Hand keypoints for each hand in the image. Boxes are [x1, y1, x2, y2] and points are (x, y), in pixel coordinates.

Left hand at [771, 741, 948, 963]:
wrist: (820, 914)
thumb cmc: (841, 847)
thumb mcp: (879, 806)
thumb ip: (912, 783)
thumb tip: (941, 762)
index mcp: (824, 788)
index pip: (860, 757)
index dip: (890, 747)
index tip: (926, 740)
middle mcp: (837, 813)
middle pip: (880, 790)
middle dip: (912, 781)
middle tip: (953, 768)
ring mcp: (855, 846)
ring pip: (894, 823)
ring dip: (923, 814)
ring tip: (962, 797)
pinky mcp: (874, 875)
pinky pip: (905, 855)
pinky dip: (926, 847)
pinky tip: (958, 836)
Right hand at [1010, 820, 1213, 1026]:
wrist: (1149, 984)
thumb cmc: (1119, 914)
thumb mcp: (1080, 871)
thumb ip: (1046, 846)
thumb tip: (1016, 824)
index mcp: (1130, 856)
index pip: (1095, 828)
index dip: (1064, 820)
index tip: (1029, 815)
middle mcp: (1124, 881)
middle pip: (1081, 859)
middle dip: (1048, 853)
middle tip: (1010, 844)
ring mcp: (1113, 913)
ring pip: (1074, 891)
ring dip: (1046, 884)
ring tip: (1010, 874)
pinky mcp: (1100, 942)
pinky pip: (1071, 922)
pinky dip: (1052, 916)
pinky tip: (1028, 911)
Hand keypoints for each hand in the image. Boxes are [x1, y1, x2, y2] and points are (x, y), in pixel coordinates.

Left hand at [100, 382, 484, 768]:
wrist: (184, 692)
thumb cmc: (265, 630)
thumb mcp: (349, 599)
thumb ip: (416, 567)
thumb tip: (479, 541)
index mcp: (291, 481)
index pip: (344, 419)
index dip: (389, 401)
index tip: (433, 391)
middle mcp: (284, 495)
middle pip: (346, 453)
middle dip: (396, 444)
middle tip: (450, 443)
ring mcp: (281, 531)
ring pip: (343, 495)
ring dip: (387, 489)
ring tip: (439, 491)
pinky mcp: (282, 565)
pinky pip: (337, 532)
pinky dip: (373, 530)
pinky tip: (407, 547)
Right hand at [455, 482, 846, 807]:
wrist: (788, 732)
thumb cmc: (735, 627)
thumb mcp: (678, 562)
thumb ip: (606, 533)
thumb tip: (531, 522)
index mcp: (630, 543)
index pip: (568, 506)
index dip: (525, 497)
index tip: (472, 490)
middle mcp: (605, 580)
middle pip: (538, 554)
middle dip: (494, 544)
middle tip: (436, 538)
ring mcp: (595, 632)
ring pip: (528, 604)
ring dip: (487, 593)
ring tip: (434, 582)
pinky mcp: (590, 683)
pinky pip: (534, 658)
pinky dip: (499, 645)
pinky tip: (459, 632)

Prompt ▸ Each line from the top of the records down to the one with "index pip: (860, 757)" must be retyped exactly; include both ends and nothing else.

Output of the task ▸
Hand keypoints for each hand in the image. Boxes are [x1, y1, x2, y2] and points are (x, y), in pixel coordinates.

Left hand at [771, 741, 948, 963]:
wrist: (820, 914)
thumb cmc: (841, 847)
thumb mcp: (879, 806)
thumb ip: (912, 783)
thumb tip: (941, 762)
index mcp: (824, 788)
index pip: (860, 757)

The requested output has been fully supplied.